Ten Ways to Strengthen Your Cybersecurity Posture Right Now – Part Two

Thursday April 29, 2021

Robert J. Garcia, Director of IT

As the Director of IT, Rob guides the firm through a landscape of ever-changing technology.  His passion for computing systems and life-long obsession with creating order from chaos allows the firm’s IT department to offer the latest in cutting-edge technology and security to both its employees and clients.

Ten Ways to Strengthen Your Cybersecurity Posture Right Now – Part Two

Malware, exploits, breaches, spear-phishing, viruses, and ransomware everywhere! Cyber-attacks are in the news every day, and it seems like everyone is a potential victim with no end in sight. The outlook is bleak, and many succumb to cyber fatigue and complacency. Understanding today’s threats and protecting yourself does not have to be overwhelming!

There are some simple, common-sense steps that you can take, both in your business and personal lives, that will make you immeasurably safer in an insecure digital world. Here are two strategies you can adopt today to harden your cybersecurity posture.

3) Don’t Feed the Phish

Phishing attacks have been a major problem for the past 30 years, but just recently they’ve become much more sophisticated and effective. Last year alone, 65% of US companies reported a successful phishing attack. These attacks can lead to compromised passwords, personal and medical data, and leaked financial information, costing a combined total of 12 billion dollars over the last 5 years alone! So, how are these phishing attacks delivered? Only 1% is by mobile phone, a paltry 3% by website, and 96% come in through email! This is why I recommend approaching any email containing a link or attachment like a live bomb! Think I’m being dramatic? Maybe a little, but chances are you’ve already received several phishing emails this week alone, and you only have to fall for one. Here are some tips to make sure you don’t:

Hover your mouse before clicking.

If you adopt only one new email practice today, let it be this one. Hovering your mouse on an email link BEFORE you click on it will result in a pop-up from your email client showing you exactly where the link will take you. If the email says Click Here To Access Your Dropbox Documents, but hovering your mouse shows you the link really goes to www.HackingYou.ru, you know something’s phishy.

Be paranoid if you don’t know the sender.

Remember the adage “Don’t take candy from a stranger”? Well, don’t open links or attachments from a stranger either. If you don’t know them and you weren’t expecting that email, chances are its spam at best, or a phishing attempt or malware at worst. Either way, just delete it.

Be paranoid if you DO know the sender.

Email addresses can be faked (spoofed) very easily. Or perhaps the sender’s email account was compromised, so the address is legit but the contents are not. Your best defense here is to look critically at these emails. Are they written in the sender’s “voice”? Are there excessive spelling or grammatical errors? What are they attempting to get you to do? Do they want you to click on a link? Maybe provide your email address and password? Once you’ve examined everything, if your Spidey-sense is still tingling, listen to that voice inside you and give the sender a call. Confirm that it came from them before you click on anything. Remember, just because you’re paranoid doesn’t mean they’re not after you.

4) Public WIFI: Don’t Trust It

Chances are that most public places you visit will have free WIFI offerings.

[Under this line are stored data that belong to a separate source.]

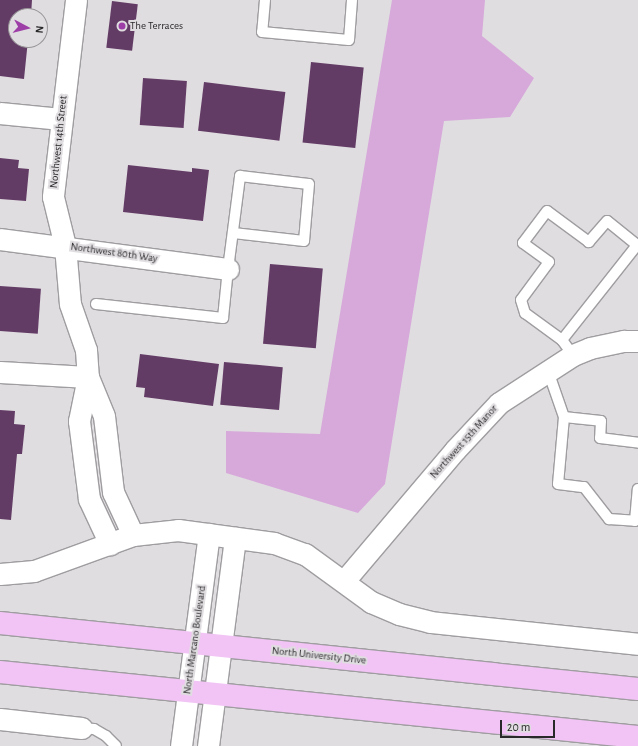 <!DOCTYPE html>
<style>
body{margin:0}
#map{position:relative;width:638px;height:746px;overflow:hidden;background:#e0dde0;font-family:"Alegreya Sans",sans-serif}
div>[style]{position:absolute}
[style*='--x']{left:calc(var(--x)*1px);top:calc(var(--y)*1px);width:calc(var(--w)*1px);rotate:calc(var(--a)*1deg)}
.water>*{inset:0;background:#d6a9da}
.building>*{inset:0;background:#633c66;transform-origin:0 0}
.roads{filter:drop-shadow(1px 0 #9f9da0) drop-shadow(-1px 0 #9f9da0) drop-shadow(0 1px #9f9da0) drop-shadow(0 -1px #9f9da0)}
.service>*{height:10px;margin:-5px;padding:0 5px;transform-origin:5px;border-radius:5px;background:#fff}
.minor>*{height:21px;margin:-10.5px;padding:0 10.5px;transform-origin:10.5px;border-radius:10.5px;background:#fff}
.primary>*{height:22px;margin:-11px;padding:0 11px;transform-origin:11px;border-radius:11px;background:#f1c4f5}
.dots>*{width:11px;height:11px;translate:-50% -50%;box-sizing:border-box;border:2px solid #e0dde0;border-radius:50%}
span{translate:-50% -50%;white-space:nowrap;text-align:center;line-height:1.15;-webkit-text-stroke:4px #e0dde0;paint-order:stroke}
.poi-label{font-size:11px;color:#2a292a}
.left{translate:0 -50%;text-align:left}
.street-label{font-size:11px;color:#2a292a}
.north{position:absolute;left:8px;top:8px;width:40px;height:40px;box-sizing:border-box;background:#e0dde0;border:1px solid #979597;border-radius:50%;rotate:97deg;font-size:11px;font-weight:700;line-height:16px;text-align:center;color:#2a292a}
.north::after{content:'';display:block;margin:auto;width:14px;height:18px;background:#9e3fa8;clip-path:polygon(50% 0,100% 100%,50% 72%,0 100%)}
.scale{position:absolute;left:500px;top:720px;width:55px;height:18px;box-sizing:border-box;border:2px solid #2a292a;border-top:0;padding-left:5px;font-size:12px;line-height:14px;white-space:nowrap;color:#2a292a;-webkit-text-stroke:3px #e0dde0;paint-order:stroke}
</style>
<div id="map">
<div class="water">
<div style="clip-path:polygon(392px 0,485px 0,482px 36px,534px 78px,510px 117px,444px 121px,385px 484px,358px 513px,226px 473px,226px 431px,320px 434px)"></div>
</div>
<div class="building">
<div style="clip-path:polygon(0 0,32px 0,31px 16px,16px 16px,16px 40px,28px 40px,24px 79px,0 76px)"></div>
<div style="left:112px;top:1px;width:26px;height:47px;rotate:7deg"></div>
<div style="left:311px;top:62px;width:53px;height:81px;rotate:6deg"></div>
<div style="left:143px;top:78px;width:44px;height:47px;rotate:4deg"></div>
<div style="left:204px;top:82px;width:82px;height:49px;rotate:7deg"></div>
<div style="clip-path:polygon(0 158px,19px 160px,18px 168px,29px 169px,26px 201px,0 199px)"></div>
<div style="clip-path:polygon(128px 165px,192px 172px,192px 168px,209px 170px,203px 221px,123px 212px)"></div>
<div style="left:270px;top:264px;width:53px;height:80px;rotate:5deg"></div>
<div style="left:0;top:286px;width:41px;height:45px;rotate:4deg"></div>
<div style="clip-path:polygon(140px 354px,219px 364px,213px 406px,144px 397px,145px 388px,136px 387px)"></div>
<div style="left:224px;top:362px;width:59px;height:43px;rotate:5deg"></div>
<div style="clip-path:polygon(0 410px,15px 411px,14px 424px,25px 425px,22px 454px,17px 454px,11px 520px,0 519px)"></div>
</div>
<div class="roads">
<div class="service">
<div style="--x:265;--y:0;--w:32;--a:95"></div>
<div style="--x:262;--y:32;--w:87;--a:5.3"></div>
<div style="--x:349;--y:40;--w:40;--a:-85.7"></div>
<div style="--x:96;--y:304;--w:128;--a:6.3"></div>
<div style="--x:223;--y:318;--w:49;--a:-84.2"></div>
<div style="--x:228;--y:269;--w:94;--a:-82.6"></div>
<div style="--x:240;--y:176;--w:69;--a:6.6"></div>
<div style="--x:309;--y:184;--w:57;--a:95"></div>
<div style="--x:304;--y:241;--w:71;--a:-173.6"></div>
<div style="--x:562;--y:340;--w:121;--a:-51.7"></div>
<div style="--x:637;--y:245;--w:38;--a:-141"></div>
<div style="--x:607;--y:221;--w:28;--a:131"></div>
<div style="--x:589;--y:242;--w:52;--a:-143.6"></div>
<div style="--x:547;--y:211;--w:40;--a:127"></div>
<div style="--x:523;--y:243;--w:32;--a:36"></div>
<div style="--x:549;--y:262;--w:47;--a:126.4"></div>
<div style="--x:521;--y:300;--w:14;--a:73"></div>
<div style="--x:525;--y:313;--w:46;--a:36.1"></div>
<div style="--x:562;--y:340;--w:19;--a:54"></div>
<div style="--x:548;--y:371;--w:49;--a:70.8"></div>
<div style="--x:564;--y:417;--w:67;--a:95.1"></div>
<div style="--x:558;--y:484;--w:26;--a:7"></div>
<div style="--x:584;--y:487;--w:41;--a:52"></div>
<div style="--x:609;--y:519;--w:26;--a:4"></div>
<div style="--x:635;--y:521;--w:32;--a:-85"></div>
<div style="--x:564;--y:417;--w:37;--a:6"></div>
<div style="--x:601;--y:421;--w:17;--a:93"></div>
<div style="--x:600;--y:438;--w:38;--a:7"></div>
<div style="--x:82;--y:728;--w:12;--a:5"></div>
<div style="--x:94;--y:729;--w:14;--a:30"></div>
<div style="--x:106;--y:736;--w:14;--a:45"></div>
</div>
<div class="minor">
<div style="--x:76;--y:0;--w:198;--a:96.7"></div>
<div style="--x:53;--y:197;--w:50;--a:76.2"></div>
<div style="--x:65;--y:246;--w:58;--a:85.1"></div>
<div style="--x:70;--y:304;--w:49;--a:70.8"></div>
<div style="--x:86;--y:350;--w:27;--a:86"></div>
<div style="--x:88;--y:377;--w:45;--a:101.6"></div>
<div style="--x:79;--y:421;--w:79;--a:82.7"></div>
<div style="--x:89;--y:499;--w:50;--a:65"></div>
<div style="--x:0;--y:113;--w:61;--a:5.6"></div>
<div style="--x:0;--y:239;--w:230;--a:7.5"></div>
<div style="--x:0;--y:372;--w:88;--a:3.3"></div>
<div style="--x:88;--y:377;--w:42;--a:67.7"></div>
<div style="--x:104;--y:416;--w:77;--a:83.2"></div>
<div style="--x:113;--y:492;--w:47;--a:65.1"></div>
<div style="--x:0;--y:574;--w:34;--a:-5"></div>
<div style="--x:34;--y:571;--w:105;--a:-20"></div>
<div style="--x:133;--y:535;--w:45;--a:-6.3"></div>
<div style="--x:178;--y:530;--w:97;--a:7.7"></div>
<div style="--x:274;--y:543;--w:33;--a:20"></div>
<div style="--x:305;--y:554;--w:82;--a:36"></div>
<div style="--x:371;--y:602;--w:30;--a:23"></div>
<div style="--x:399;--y:614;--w:32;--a:14"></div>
<div style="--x:430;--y:622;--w:209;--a:6"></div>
<div style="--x:344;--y:581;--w:172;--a:-49.7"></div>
<div style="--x:455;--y:450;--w:64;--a:-46.9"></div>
<div style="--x:499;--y:403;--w:88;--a:-33"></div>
<div style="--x:573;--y:355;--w:18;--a:-22"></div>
<div style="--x:590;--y:348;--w:35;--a:-12"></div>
<div style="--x:624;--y:341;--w:14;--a:0"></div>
<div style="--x:0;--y:719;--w:82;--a:6.3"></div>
<div style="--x:181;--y:746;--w:214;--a:-82.5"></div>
<div style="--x:208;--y:746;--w:210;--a:-82.6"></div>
</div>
<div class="primary">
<div style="--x:0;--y:623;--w:641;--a:5.91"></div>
<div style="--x:0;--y:672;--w:641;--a:5.82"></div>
</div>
</div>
<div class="dots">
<div style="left:122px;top:26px;background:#9e3fa8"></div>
</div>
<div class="poi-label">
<span class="left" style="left:130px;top:26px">The Terraces</span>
</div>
<div class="street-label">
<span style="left:59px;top:142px;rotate:-84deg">Northwest 14th Street</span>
<span style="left:114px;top:253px;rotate:8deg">Northwest 80th Way</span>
<span style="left:464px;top:442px;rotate:-48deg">Northwest 15th Manor</span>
<span style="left:195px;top:640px;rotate:-82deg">North Marcano Boulevard</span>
<span style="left:319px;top:656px;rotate:6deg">North University Drive</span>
</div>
<div class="north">N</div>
<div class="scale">20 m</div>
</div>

Malls, coffee shops, hotels, airports; they all offer WIFI hotspots, which is super convenient when you’re on the go. The problem is, there’s another user sitting at the other end of the coffee shop, joined to the same WIFI network, capturing all your online activity. This is called a Man-in-the-Middle attack, and it allows a bad actor to eavesdrop or even alter your network traffic en route. That latte-sipping hacker can also deliver malware directly to your laptop, or even fool you into joining his copycat network. After all, did you really join the StarbucksWIFI network, or the fake StarbuckWIFI hotspot the hacker is running from his table?

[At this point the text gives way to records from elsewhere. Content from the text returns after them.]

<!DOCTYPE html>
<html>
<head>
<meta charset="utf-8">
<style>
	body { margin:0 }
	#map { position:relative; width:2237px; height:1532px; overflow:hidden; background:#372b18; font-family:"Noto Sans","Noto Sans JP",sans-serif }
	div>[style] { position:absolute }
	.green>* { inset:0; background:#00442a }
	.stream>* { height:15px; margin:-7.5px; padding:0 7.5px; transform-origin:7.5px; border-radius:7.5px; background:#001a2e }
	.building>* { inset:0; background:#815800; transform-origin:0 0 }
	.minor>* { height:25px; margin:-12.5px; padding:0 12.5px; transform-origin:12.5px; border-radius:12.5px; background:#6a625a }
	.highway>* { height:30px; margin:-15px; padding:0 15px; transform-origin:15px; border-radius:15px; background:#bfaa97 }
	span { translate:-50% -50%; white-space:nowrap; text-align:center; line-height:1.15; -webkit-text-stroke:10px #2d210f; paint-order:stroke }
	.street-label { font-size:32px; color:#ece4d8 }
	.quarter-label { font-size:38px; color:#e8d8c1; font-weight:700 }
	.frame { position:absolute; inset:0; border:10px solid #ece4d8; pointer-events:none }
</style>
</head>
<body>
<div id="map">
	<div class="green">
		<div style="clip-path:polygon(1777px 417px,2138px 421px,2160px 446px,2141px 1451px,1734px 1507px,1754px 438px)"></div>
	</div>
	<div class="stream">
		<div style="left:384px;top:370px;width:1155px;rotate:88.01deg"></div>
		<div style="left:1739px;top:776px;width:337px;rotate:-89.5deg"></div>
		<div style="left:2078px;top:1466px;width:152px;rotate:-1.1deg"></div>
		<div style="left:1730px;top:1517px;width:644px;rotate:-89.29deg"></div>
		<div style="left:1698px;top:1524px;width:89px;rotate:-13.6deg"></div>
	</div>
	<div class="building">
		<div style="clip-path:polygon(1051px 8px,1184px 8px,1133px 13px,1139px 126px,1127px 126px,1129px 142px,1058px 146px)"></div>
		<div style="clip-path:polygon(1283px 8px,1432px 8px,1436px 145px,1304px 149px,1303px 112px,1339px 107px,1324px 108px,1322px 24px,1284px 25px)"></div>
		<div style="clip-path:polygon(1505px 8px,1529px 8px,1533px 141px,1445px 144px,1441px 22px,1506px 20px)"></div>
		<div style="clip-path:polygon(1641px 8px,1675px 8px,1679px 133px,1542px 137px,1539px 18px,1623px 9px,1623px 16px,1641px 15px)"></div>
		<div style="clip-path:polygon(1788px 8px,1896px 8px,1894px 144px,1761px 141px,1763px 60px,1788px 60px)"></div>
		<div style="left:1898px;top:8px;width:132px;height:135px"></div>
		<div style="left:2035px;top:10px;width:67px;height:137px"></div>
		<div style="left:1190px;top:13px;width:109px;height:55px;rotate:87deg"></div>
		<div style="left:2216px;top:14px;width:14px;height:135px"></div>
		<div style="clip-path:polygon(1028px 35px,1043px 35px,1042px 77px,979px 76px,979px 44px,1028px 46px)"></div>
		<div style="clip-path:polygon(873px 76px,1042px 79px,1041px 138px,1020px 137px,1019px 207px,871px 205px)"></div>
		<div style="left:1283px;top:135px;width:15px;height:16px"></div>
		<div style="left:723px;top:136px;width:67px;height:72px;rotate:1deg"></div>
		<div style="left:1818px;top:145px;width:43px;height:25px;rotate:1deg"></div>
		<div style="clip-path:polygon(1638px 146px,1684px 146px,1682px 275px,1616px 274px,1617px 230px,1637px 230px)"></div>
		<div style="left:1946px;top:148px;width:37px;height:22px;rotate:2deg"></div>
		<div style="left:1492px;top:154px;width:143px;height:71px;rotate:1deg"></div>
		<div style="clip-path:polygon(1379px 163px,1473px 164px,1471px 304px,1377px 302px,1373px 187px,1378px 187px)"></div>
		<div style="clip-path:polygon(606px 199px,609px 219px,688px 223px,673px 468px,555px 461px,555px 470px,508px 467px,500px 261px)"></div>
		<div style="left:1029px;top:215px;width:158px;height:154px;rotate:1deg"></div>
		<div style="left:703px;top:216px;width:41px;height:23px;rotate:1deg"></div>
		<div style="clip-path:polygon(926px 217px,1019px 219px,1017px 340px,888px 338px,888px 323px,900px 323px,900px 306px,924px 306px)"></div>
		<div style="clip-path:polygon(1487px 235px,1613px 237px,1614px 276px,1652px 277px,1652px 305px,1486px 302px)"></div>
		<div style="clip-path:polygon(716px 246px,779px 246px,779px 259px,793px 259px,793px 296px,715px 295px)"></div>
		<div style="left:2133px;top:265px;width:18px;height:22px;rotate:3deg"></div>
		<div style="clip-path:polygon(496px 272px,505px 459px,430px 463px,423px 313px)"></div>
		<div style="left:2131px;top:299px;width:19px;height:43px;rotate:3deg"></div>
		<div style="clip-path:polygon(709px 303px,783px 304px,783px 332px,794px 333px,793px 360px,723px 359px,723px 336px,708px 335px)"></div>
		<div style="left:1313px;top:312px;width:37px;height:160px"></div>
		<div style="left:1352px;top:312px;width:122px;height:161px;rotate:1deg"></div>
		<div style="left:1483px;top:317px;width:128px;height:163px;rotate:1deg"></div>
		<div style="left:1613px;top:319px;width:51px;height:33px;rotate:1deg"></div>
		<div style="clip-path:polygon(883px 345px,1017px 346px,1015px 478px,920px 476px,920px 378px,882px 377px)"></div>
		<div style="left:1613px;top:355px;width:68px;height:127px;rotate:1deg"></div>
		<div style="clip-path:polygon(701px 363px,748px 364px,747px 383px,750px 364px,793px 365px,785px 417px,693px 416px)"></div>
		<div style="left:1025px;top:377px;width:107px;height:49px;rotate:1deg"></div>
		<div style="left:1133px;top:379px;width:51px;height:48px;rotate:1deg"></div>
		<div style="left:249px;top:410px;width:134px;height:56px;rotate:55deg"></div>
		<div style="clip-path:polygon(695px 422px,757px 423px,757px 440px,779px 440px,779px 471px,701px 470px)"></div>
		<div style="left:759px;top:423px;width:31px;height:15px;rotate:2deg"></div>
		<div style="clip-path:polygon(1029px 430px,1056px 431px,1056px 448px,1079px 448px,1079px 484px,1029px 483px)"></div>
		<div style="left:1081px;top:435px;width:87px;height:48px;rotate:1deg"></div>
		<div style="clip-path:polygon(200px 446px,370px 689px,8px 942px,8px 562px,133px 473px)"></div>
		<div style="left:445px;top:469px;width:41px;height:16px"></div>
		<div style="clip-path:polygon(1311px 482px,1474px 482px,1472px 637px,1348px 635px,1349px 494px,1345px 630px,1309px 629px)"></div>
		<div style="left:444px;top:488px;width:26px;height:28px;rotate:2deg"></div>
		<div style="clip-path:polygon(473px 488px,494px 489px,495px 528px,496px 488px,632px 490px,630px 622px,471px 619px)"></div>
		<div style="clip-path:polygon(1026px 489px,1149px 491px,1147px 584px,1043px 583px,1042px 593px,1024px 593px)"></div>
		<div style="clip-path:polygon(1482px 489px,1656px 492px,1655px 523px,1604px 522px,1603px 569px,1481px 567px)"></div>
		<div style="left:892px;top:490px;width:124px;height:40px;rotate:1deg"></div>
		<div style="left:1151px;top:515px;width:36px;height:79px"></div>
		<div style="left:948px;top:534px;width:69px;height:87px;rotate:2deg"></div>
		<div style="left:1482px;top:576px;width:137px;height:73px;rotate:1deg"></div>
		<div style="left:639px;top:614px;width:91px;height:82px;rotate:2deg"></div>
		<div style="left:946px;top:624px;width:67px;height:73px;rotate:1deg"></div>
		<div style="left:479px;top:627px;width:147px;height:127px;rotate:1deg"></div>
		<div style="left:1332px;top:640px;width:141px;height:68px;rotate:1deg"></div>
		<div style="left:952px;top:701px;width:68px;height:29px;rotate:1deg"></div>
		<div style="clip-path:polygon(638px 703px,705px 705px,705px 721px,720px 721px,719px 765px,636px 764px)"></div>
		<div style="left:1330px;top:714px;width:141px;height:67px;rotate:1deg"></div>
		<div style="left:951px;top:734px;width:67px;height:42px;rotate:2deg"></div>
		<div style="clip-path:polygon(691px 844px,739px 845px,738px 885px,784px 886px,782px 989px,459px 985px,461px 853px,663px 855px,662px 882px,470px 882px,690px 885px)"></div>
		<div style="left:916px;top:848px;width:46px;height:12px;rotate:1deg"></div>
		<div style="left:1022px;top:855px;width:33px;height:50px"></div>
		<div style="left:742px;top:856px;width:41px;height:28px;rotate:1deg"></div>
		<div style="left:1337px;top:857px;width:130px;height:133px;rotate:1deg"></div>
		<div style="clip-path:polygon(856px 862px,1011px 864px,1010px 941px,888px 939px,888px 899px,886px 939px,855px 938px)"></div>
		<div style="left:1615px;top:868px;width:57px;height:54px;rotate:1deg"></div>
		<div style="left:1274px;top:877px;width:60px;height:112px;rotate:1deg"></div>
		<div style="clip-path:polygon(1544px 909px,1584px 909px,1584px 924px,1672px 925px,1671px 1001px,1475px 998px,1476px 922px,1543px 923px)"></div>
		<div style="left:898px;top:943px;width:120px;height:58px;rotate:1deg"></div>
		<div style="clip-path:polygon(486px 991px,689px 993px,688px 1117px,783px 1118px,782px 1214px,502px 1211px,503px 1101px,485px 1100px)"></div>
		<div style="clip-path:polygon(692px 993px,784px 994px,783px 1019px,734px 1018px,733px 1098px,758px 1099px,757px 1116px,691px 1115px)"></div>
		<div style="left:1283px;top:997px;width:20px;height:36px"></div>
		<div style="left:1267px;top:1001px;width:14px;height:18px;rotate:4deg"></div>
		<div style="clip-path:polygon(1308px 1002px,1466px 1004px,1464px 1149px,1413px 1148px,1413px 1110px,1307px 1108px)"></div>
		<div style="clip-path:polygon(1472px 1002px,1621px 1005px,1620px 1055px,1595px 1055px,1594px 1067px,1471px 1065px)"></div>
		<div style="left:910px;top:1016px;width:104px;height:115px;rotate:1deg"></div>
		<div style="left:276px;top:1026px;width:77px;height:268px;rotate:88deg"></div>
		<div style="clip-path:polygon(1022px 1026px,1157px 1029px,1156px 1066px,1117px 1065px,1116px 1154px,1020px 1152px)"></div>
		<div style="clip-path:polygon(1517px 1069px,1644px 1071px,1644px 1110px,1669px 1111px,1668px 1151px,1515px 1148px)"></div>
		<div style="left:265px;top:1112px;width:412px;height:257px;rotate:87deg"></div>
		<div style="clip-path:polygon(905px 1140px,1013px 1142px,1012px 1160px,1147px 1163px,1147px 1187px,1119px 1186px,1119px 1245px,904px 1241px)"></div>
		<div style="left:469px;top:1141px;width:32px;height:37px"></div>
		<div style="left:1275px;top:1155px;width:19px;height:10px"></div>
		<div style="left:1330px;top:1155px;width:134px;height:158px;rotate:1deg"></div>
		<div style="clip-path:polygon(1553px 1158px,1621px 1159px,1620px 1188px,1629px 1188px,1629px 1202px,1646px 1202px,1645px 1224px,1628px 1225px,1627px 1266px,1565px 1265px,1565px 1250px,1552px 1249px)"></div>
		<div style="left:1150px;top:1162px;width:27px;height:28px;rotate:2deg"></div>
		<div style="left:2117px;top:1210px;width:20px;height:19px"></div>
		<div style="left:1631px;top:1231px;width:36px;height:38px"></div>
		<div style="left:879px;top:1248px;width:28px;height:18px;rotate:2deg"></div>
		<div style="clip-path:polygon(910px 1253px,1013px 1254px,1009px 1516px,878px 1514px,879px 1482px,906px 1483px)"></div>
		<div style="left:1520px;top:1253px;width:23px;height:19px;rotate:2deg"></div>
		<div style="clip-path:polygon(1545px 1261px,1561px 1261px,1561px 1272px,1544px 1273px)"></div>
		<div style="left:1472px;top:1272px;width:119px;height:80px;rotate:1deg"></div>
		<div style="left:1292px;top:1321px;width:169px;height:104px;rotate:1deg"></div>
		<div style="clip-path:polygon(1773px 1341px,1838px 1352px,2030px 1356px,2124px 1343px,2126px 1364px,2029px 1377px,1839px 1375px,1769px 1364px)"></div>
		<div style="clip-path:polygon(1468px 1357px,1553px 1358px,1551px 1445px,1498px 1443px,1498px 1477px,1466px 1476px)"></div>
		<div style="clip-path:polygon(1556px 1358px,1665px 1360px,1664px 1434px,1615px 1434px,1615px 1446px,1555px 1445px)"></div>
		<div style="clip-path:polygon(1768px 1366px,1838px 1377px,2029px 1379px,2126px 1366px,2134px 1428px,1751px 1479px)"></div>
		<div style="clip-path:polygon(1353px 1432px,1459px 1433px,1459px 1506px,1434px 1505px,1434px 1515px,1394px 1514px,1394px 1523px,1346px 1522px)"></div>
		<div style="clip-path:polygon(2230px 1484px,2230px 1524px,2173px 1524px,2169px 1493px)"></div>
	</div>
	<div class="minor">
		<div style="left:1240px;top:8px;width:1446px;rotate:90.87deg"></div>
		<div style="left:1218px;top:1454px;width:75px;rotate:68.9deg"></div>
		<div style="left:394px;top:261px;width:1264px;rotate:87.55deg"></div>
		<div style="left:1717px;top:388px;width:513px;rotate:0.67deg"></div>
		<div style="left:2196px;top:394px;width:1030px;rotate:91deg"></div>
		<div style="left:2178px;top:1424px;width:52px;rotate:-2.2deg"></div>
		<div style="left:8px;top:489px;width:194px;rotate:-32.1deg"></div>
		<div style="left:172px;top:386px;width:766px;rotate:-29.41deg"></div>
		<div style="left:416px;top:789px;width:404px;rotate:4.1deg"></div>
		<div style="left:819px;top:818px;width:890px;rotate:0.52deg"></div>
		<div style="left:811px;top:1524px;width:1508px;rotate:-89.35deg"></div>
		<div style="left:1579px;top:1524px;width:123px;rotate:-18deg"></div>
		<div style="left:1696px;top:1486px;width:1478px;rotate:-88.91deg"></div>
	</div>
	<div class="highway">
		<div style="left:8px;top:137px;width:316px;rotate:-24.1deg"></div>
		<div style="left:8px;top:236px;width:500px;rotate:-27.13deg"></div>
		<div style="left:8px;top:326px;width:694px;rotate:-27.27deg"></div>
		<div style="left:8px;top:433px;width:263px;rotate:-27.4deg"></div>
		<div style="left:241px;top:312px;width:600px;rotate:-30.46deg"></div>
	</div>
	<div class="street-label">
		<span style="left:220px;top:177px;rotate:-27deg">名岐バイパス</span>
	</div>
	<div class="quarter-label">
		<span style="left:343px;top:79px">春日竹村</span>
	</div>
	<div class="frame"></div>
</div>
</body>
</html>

Public WIFI is dangerous territory, but there’s a simple fix: a personal VPN. VPN stands for Virtual Private Network, and it allows you to do all your online business through a secure, encrypted tunnel. So even if you are on a compromised network, the hacker can’t decipher your internet traffic. There are many excellent VPN providers out there. NordVPN is a good example, with a wealth of privacy features for all your online devices.

 

Hopefully, you found these tips to be helpful and practical. Everything I recommended can be implemented and part of your digital life within a couple days, but your personal and professional security postures will strengthen exponentially.